++++ RECORDS PROVIDED

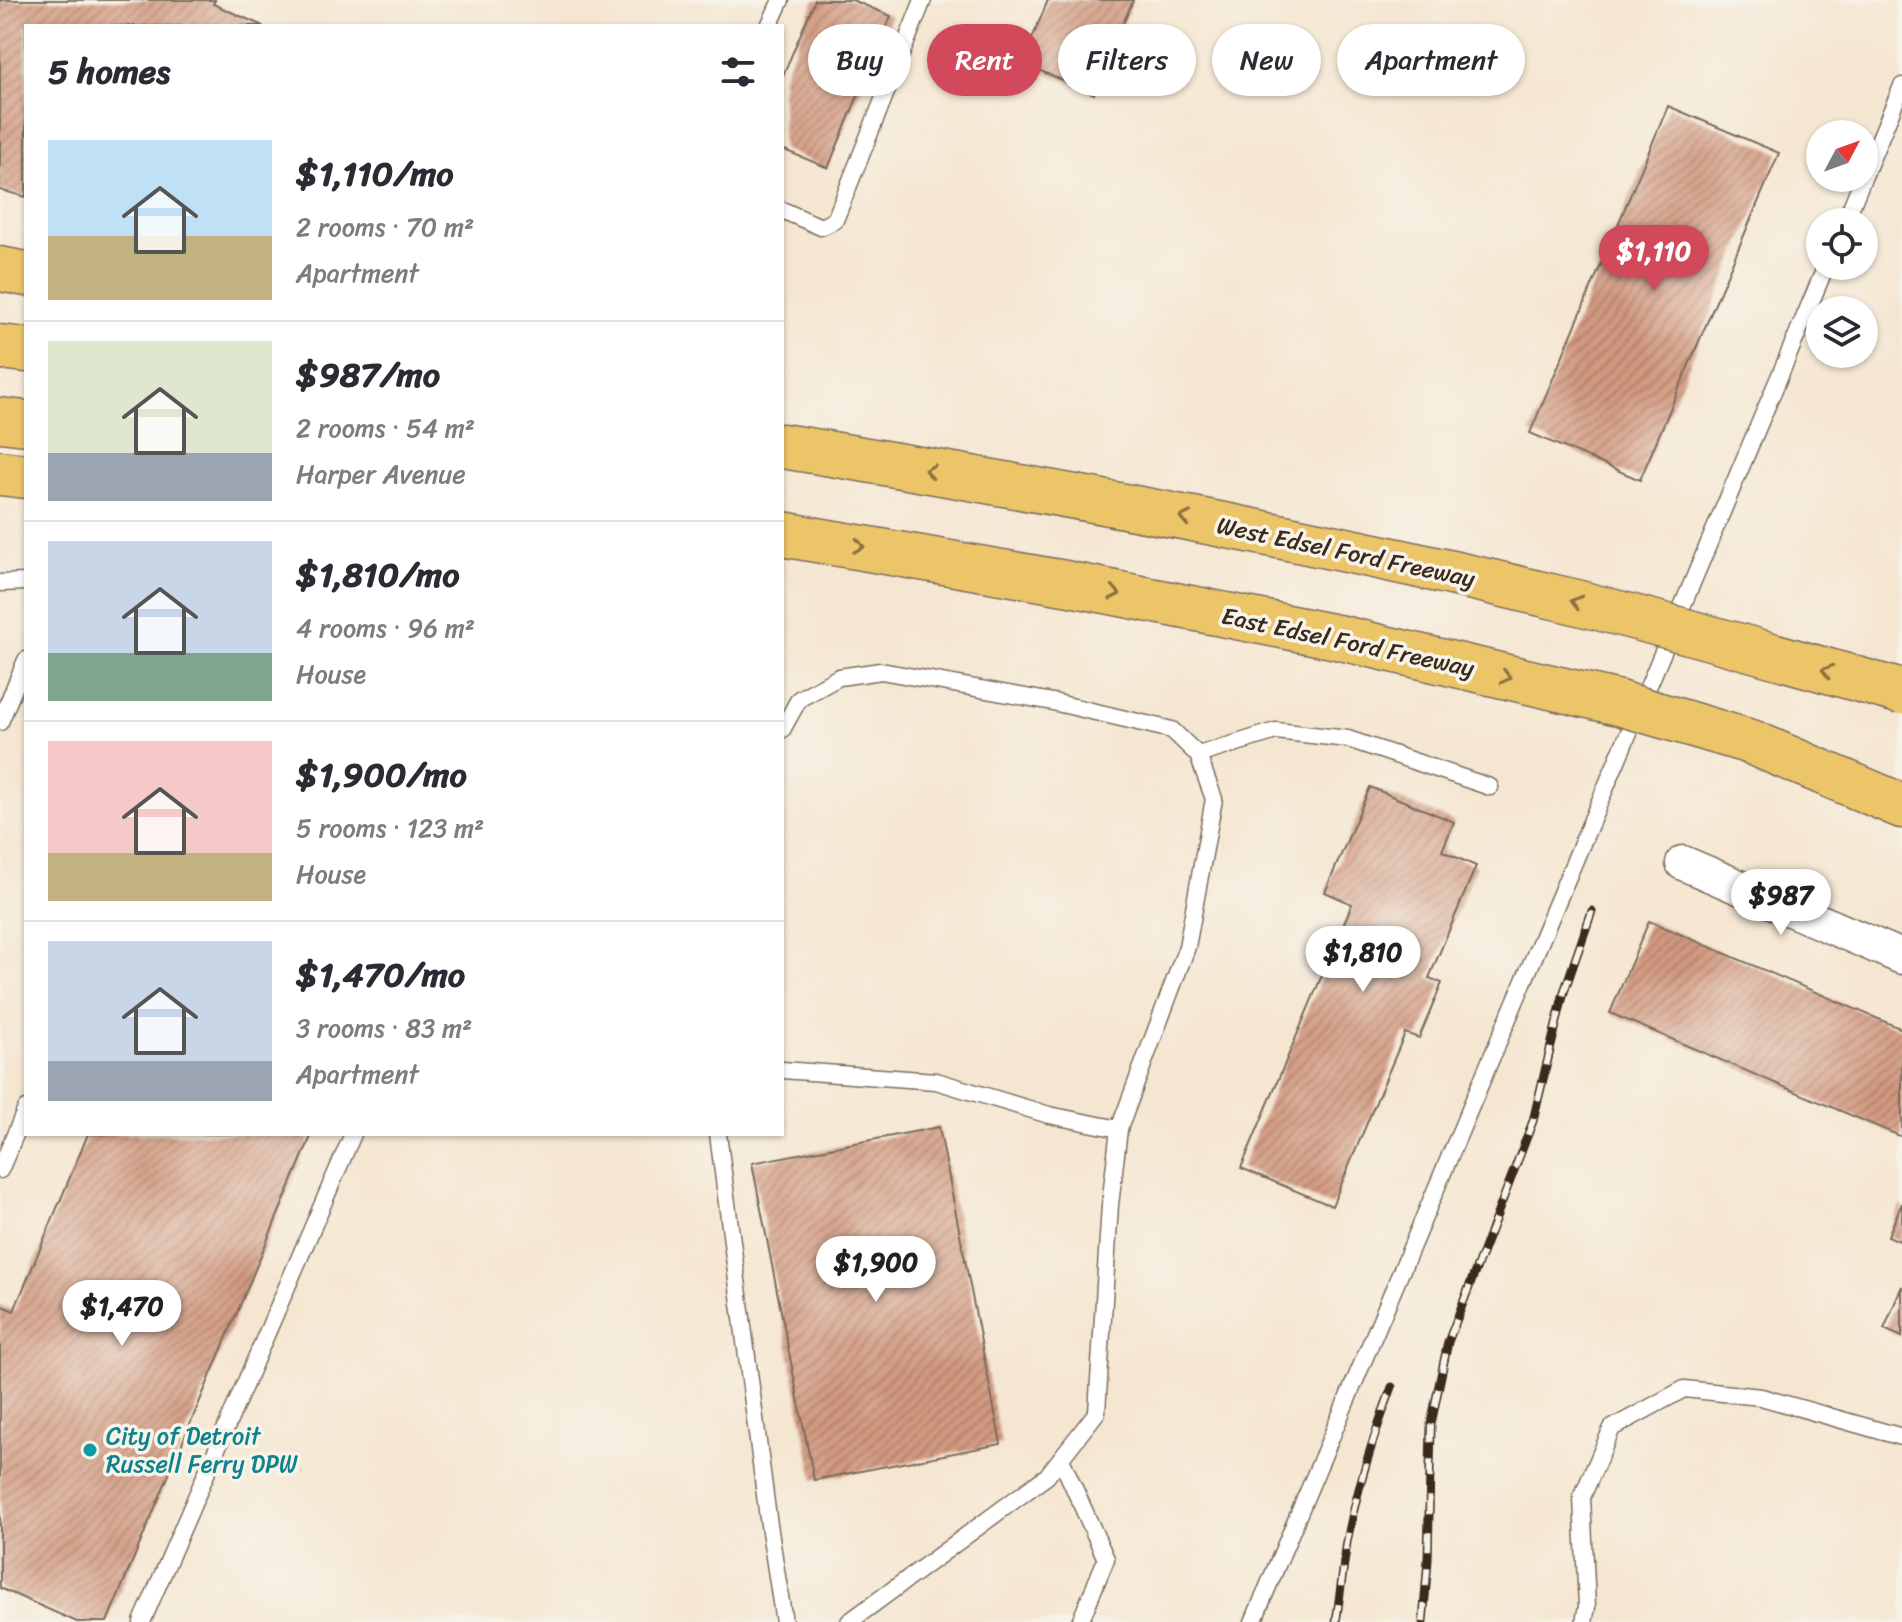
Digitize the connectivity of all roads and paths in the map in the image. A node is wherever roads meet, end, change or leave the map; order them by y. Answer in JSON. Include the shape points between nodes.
{"nodes":[{"id":1,"x":781,"y":0,"type":"edge"},
{"id":2,"x":923,"y":0,"type":"edge"},
{"id":3,"x":770,"y":24,"type":"edge"},
{"id":4,"x":1902,"y":86,"type":"edge"},
{"id":5,"x":1878,"y":143,"type":"edge"},
{"id":6,"x":784,"y":211,"type":"edge"},
{"id":7,"x":0,"y":269,"type":"edge"},
{"id":8,"x":24,"y":274,"type":"edge"},
{"id":9,"x":1820,"y":280,"type":"edge"},
{"id":10,"x":0,"y":347,"type":"edge"},
{"id":11,"x":24,"y":350,"type":"edge"},
{"id":12,"x":0,"y":420,"type":"edge"},
{"id":13,"x":24,"y":423,"type":"edge"},
{"id":14,"x":784,"y":446,"type":"edge"},
{"id":15,"x":0,"y":473,"type":"edge"},
{"id":16,"x":24,"y":476,"type":"edge"},
{"id":17,"x":784,"y":534,"type":"edge"},
{"id":18,"x":24,"y":582,"type":"edge"},
{"id":19,"x":0,"y":583,"type":"edge"},
{"id":20,"x":24,"y":665,"type":"edge"},
{"id":21,"x":1902,"y":692,"type":"edge"},
{"id":22,"x":0,"y":722,"type":"edge"},
{"id":23,"x":784,"y":726,"type":"edge"},
{"id":24,"x":1751,"y":742,"type":"junction"},
{"id":25,"x":1198,"y":755,"type":"junction"},
{"id":26,"x":1490,"y":787,"type":"dead end"},
{"id":27,"x":1902,"y":795,"type":"edge"},
{"id":28,"x":1902,"y":806,"type":"edge"},
{"id":29,"x":1683,"y":863,"type":"dead end"},
{"id":30,"x":1902,"y":957,"type":"edge"},
{"id":31,"x":784,"y":1070,"type":"edge"},
{"id":32,"x":24,"y":1114,"type":"edge"},
{"id":33,"x":1119,"y":1129,"type":"junction"},
{"id":34,"x":352,"y":1136,"type":"edge"},
{"id":35,"x":718,"y":1136,"type":"edge"},
{"id":36,"x":0,"y":1170,"type":"edge"},
{"id":37,"x":1902,"y":1437,"type":"edge"},
{"id":38,"x":1061,"y":1459,"type":"junction"},
{"id":39,"x":142,"y":1622,"type":"edge"},
{"id":40,"x":784,"y":1622,"type":"edge"},
{"id":41,"x":849,"y":1622,"type":"edge"},
{"id":42,"x":1080,"y":1622,"type":"edge"},
{"id":43,"x":1253,"y":1622,"type":"edge"},
{"id":44,"x":1584,"y":1622,"type":"edge"}],
"edges":[{"from":1,"to":3,"type":"lane"},
{"from":2,"to":6,"type":"lane","via":[[835,220],[821,227]]},
{"from":4,"to":5,"type":"lane"},
{"from":7,"to":8,"type":"highway"},
{"from":9,"to":43,"type":"lane"},
{"from":10,"to":11,"type":"highway"},
{"from":12,"to":13,"type":"highway"},
{"from":21,"to":14,"type":"highway","name":"West Edsel Ford Freeway","one_way":true,"bridge":true,"via":[[1565,599],[1376,556],[1038,489]]},
{"from":15,"to":16,"type":"highway"},
{"from":17,"to":24,"type":"highway","name":"East Edsel Ford Freeway","one_way":true,"bridge":true,"via":[[1337,637],[1619,703]]},
{"from":18,"to":19,"type":"lane"},
{"from":20,"to":22,"type":"lane"},
{"from":23,"to":25,"type":"lane","via":[[799,699],[839,677],[881,671],[1172,730]]},
{"from":24,"to":27,"type":"highway","name":"East Edsel Ford Freeway"},
{"from":24,"to":28,"type":"highway"},
{"from":25,"to":26,"type":"lane","via":[[1276,731],[1334,737]]},
{"from":25,"to":33,"type":"lane","via":[[1214,799],[1187,947]]},
{"from":29,"to":30,"type":"street"},
{"from":31,"to":33,"type":"lane","via":[[936,1081],[1049,1115]]},
{"from":32,"to":36,"type":"lane"},
{"from":33,"to":38,"type":"lane","via":[[1097,1412]]},
{"from":34,"to":39,"type":"lane"},
{"from":35,"to":40,"type":"lane"},
{"from":37,"to":44,"type":"lane","via":[[1761,1397],[1684,1389],[1612,1428],[1582,1497]]},
{"from":38,"to":41,"type":"lane","via":[[1047,1476]]},
{"from":38,"to":42,"type":"lane","via":[[1106,1559]]}]}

++++++++

(EXERCISE PROMPT): Please set the data above down exactly, with the pictures removed.

(PROBLEM SOLUTION):
Digitize the connectivity of all roads and paths in the map in the image. A node is wherever roads meet, end, change or leave the map; order them by y. Answer in JSON. Include the shape points between nodes.
{"nodes":[{"id":1,"x":781,"y":0,"type":"edge"},
{"id":2,"x":923,"y":0,"type":"edge"},
{"id":3,"x":770,"y":24,"type":"edge"},
{"id":4,"x":1902,"y":86,"type":"edge"},
{"id":5,"x":1878,"y":143,"type":"edge"},
{"id":6,"x":784,"y":211,"type":"edge"},
{"id":7,"x":0,"y":269,"type":"edge"},
{"id":8,"x":24,"y":274,"type":"edge"},
{"id":9,"x":1820,"y":280,"type":"edge"},
{"id":10,"x":0,"y":347,"type":"edge"},
{"id":11,"x":24,"y":350,"type":"edge"},
{"id":12,"x":0,"y":420,"type":"edge"},
{"id":13,"x":24,"y":423,"type":"edge"},
{"id":14,"x":784,"y":446,"type":"edge"},
{"id":15,"x":0,"y":473,"type":"edge"},
{"id":16,"x":24,"y":476,"type":"edge"},
{"id":17,"x":784,"y":534,"type":"edge"},
{"id":18,"x":24,"y":582,"type":"edge"},
{"id":19,"x":0,"y":583,"type":"edge"},
{"id":20,"x":24,"y":665,"type":"edge"},
{"id":21,"x":1902,"y":692,"type":"edge"},
{"id":22,"x":0,"y":722,"type":"edge"},
{"id":23,"x":784,"y":726,"type":"edge"},
{"id":24,"x":1751,"y":742,"type":"junction"},
{"id":25,"x":1198,"y":755,"type":"junction"},
{"id":26,"x":1490,"y":787,"type":"dead end"},
{"id":27,"x":1902,"y":795,"type":"edge"},
{"id":28,"x":1902,"y":806,"type":"edge"},
{"id":29,"x":1683,"y":863,"type":"dead end"},
{"id":30,"x":1902,"y":957,"type":"edge"},
{"id":31,"x":784,"y":1070,"type":"edge"},
{"id":32,"x":24,"y":1114,"type":"edge"},
{"id":33,"x":1119,"y":1129,"type":"junction"},
{"id":34,"x":352,"y":1136,"type":"edge"},
{"id":35,"x":718,"y":1136,"type":"edge"},
{"id":36,"x":0,"y":1170,"type":"edge"},
{"id":37,"x":1902,"y":1437,"type":"edge"},
{"id":38,"x":1061,"y":1459,"type":"junction"},
{"id":39,"x":142,"y":1622,"type":"edge"},
{"id":40,"x":784,"y":1622,"type":"edge"},
{"id":41,"x":849,"y":1622,"type":"edge"},
{"id":42,"x":1080,"y":1622,"type":"edge"},
{"id":43,"x":1253,"y":1622,"type":"edge"},
{"id":44,"x":1584,"y":1622,"type":"edge"}],
"edges":[{"from":1,"to":3,"type":"lane"},
{"from":2,"to":6,"type":"lane","via":[[835,220],[821,227]]},
{"from":4,"to":5,"type":"lane"},
{"from":7,"to":8,"type":"highway"},
{"from":9,"to":43,"type":"lane"},
{"from":10,"to":11,"type":"highway"},
{"from":12,"to":13,"type":"highway"},
{"from":21,"to":14,"type":"highway","name":"West Edsel Ford Freeway","one_way":true,"bridge":true,"via":[[1565,599],[1376,556],[1038,489]]},
{"from":15,"to":16,"type":"highway"},
{"from":17,"to":24,"type":"highway","name":"East Edsel Ford Freeway","one_way":true,"bridge":true,"via":[[1337,637],[1619,703]]},
{"from":18,"to":19,"type":"lane"},
{"from":20,"to":22,"type":"lane"},
{"from":23,"to":25,"type":"lane","via":[[799,699],[839,677],[881,671],[1172,730]]},
{"from":24,"to":27,"type":"highway","name":"East Edsel Ford Freeway"},
{"from":24,"to":28,"type":"highway"},
{"from":25,"to":26,"type":"lane","via":[[1276,731],[1334,737]]},
{"from":25,"to":33,"type":"lane","via":[[1214,799],[1187,947]]},
{"from":29,"to":30,"type":"street"},
{"from":31,"to":33,"type":"lane","via":[[936,1081],[1049,1115]]},
{"from":32,"to":36,"type":"lane"},
{"from":33,"to":38,"type":"lane","via":[[1097,1412]]},
{"from":34,"to":39,"type":"lane"},
{"from":35,"to":40,"type":"lane"},
{"from":37,"to":44,"type":"lane","via":[[1761,1397],[1684,1389],[1612,1428],[1582,1497]]},
{"from":38,"to":41,"type":"lane","via":[[1047,1476]]},
{"from":38,"to":42,"type":"lane","via":[[1106,1559]]}]}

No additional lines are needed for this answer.